In the second half of 2020, Chinese GDP had expanded at a quarterly rate of a bit more than 3.0%, but that slowed appreciably to 0.4% in the first quarter of 2021 and 1.3% last quarter. Compared to a year earlier, GDP growth slowed from 18.1% in 1Q to 7.9% in 2Q and averaged 12.7% for the first half of 2021.

Industrial production last month in China went up 8.3% from June 2020’s level, which was the smallest pace since December. Average industrial production in the first half of 2021 was up 15.9% compared to the level in 1H 2020.

Chinese retail sales rose 0.7% last month and by 12.1% from a year earlier. Like industrial production, that was the smallest on-year advance since December and down from a 23.0% average rise in the first half of this year.

Chinese fixed asset investment rose 12.6% on year in the first half of 2021, and June’s jobless rate of 5.0% matched May’s two-year low. Capacity utilization in 2Q 2021 was at a record high of 78.4% compared to a previous cyclical low of 67.3% in the first quarter of 2020. Property price inflation of 4.7% in June represented a 3-month low.

In other overnight news, Australia reported a greater-than-expected decline of unemployment to 4.9% in June from 5.1% in May, and this was accompanied by a solid 29.1k rise in employment after +115.2k in May. But labor participation remained at 66.2% instead of rising as hoped.

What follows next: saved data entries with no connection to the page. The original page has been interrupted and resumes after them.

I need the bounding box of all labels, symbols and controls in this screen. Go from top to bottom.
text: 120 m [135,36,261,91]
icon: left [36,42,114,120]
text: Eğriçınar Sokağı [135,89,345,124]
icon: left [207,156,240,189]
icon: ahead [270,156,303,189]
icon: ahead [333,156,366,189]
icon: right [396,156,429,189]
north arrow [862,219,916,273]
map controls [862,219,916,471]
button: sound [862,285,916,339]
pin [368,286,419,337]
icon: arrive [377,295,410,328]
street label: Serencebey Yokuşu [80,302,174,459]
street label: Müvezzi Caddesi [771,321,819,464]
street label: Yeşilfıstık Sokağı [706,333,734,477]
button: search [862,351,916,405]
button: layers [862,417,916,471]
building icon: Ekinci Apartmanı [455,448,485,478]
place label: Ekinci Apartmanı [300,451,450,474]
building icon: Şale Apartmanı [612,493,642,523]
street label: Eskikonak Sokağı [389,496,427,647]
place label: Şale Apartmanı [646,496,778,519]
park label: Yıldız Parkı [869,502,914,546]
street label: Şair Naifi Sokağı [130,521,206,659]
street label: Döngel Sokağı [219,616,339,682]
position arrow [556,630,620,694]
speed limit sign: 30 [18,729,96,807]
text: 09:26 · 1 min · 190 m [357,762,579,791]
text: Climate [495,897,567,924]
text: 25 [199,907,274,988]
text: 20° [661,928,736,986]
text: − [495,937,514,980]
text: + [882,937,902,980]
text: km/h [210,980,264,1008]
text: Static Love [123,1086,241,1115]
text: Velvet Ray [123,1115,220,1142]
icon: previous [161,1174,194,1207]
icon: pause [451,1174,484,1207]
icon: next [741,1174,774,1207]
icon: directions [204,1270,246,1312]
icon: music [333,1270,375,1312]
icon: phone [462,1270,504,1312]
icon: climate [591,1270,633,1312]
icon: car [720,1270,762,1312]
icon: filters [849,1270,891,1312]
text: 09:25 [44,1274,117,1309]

Japan’s tertiary index, a gauge of service sector activity, slumped 2.7% in May following drops of 0.7% in 1Q and 0.8% in April. Even so, the index was 10.3% above its pandemic-depressed level in May 2020. Japanese Covid infection pace is again intensifying with only about a week before the Tokyo Olympics are to begin.

British labor market statistics showed a spike in average wage earnings to at least a 20-year high of 7.3% on year in March-May. The count of British jobless claims fell 114.8k last month, bringing the four-month reduction since February to 282.6 thousand workers. But the jobless rate ticked back up to 4.8%, matching March’s level and following 4.7% in April.

Italian CPI inflation last month was confirmed unchanged from May’s 30-month high of 1.3%.

As expected, officials at the Bank of Korea left their base rate unchanged at 0.50%. There had been two cuts totaling 75 basis points during the first half of 2020. “he Board will maintain an accommodative stance of monetary policy as there remain uncertainties posed by the virus, although the Korean economy is expected to continue its recovery and inflation to remain at a high level for some time.”

Several U.S. economic data were reported:

  • 360 new jobless insurance claims last week were aligned with analyst expectations and their lowest since the onset of the pandemic.
  • Import prices rose 1.0% on month in June and 11.2% on year. That was the sixth monthly advance of 1.0% or more in the past seven months. In June 2020, import prices had been 4.0% lower than a year earlier. Imported fuel price inflation swung from -37.5% in June 2020 to +85.1% last month. All other import prices collectively accelerated from -0.2% in June 2020 to +6.5% in June 2021.
  • U.S. export prices advanced 1.2% in June and were 16.8% above their year earlier level.
  • The Empire State manufacturing index leaped to a record high reading of 43 this month from 17.4 in June. Analysts had anticipated only a marginal improvement.
  • The Philly Fed manufacturing index slid to 21.9 in July. That’s a 7-month low.
  • Industrial production rose only 0.4% last month due to an unexpected 0.1% dip in factory output. Capacity utilization improved 0.3 percentage points to 74.5% in June, matching the June 2020 level. In comparisons with the year-earlier month, industrial production growth fell to 9.8% in June from 16.3% in May.